Collaborate with dietitians for patient education on dietary intervention.
Patient Management
Exercise: Involved in lifestyle modifications for reducing CAD risks.
Substance Use: Establish limits.
Drug Therapy: Medications are necessary for some patients based on risk factors.
Medications for Cholesterol Management
Statins:
Work by blocking HMG CoA reductase to reduce cholesterol synthesis in the liver.
Side effects include myopathy, which can lead to rhabdomyolysis (muscle breakdown).
Injectable medications: Newer alternatives improve LDL management but come with limitations like cost and ease of use.
Other Drugs:
Niacin (Vitamin B3) can cause flushing; less effective in reducing cholesterol.
Bile Acid Sequestrants bind cholesterol, but can cause digestive symptoms.
Zetia (cholesterol absorption inhibitor) reduces cholesterol absorption during digestion, should not be taken with bile acid sequestrants.
Fibric Acid Derivatives can contribute to gallstone formation.
Angina
Definition: Angina refers to cardiac-related chest pains, indicative of coronary artery issues.
Types of Angina:
Chronic Stable Angina: Predictable chest pain that occurs during exertion and resolves with rest.
Silent Angina: Presents without classic symptoms, especially in diabetic patients, may show nonspecific symptoms.

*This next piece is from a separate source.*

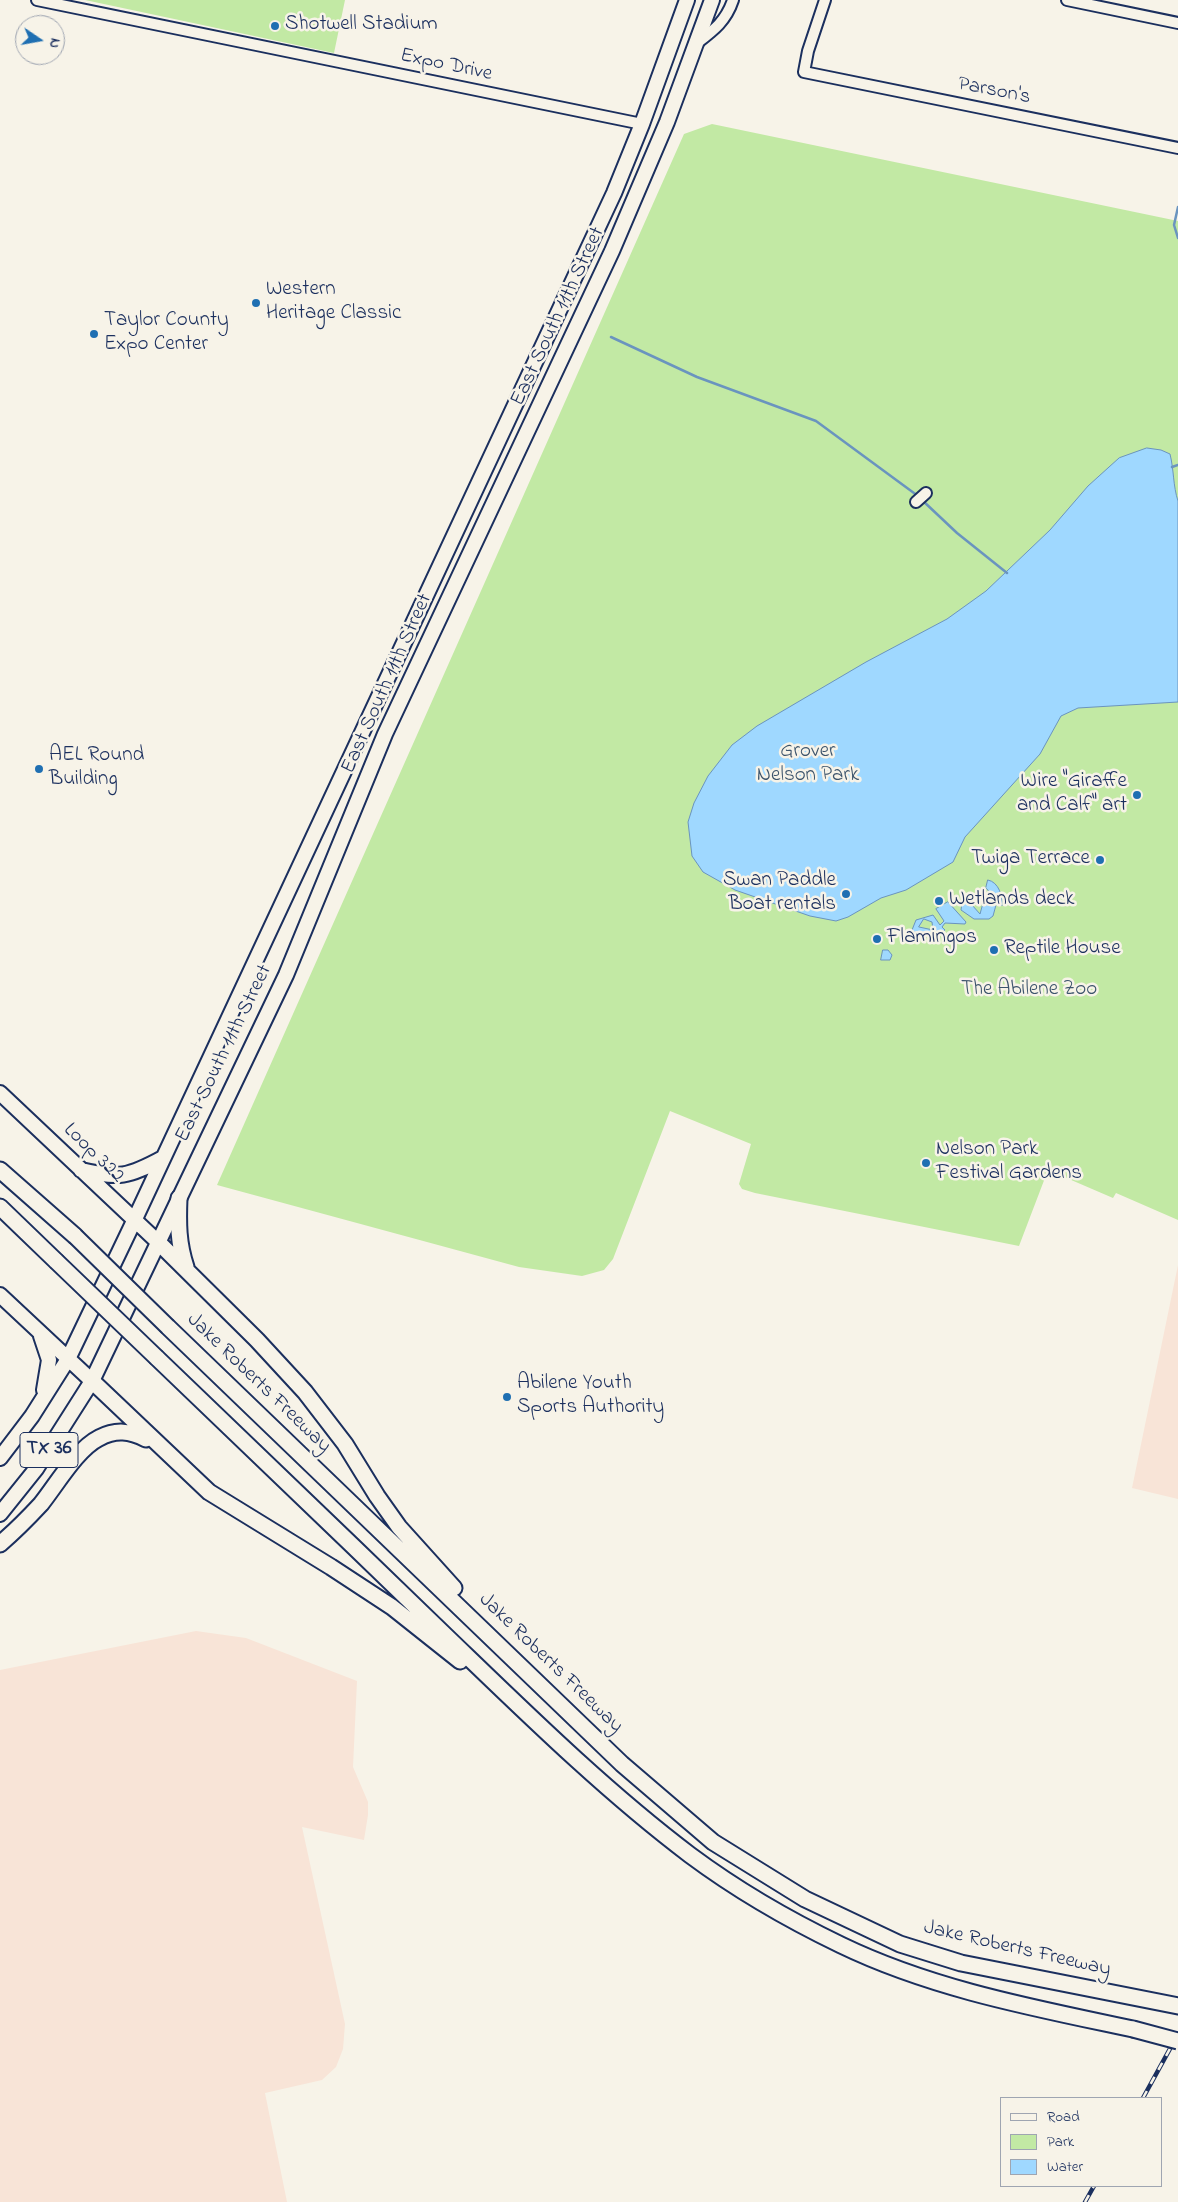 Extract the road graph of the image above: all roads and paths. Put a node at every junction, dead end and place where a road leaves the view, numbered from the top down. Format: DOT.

Prinzmetal's Angina: Caused by coronary artery spasms resulting in temporary chest pain, potentially associated with conditions like migraines.
Microvascular Angina: Occurs without significant plaque in major arteries, commonly seen in postmenopausal women; may require advanced imaging to identify.
Diagnostic Methods for CAD
Stress Testing: Evaluates heart function under exertion; includes treadmill tests or pharmacological stress tests with imaging.
Echocardiograms: Assesses heart muscle function; looks for wall motion abnormalities and estimates ejection fraction.
Angiography: Invasive method involving catheterization to visualize coronary arteries using contrast; weighed against patient risks, such as allergies or renal function.
Risk Evaluation
Different tools and scoring systems estimate patient risk for atherosclerosis and guide treatment decisions.
Conclusion
Ongoing education is crucial, with the understanding that guidelines and recommendations evolve as research progresses in the field of cardiovascular health.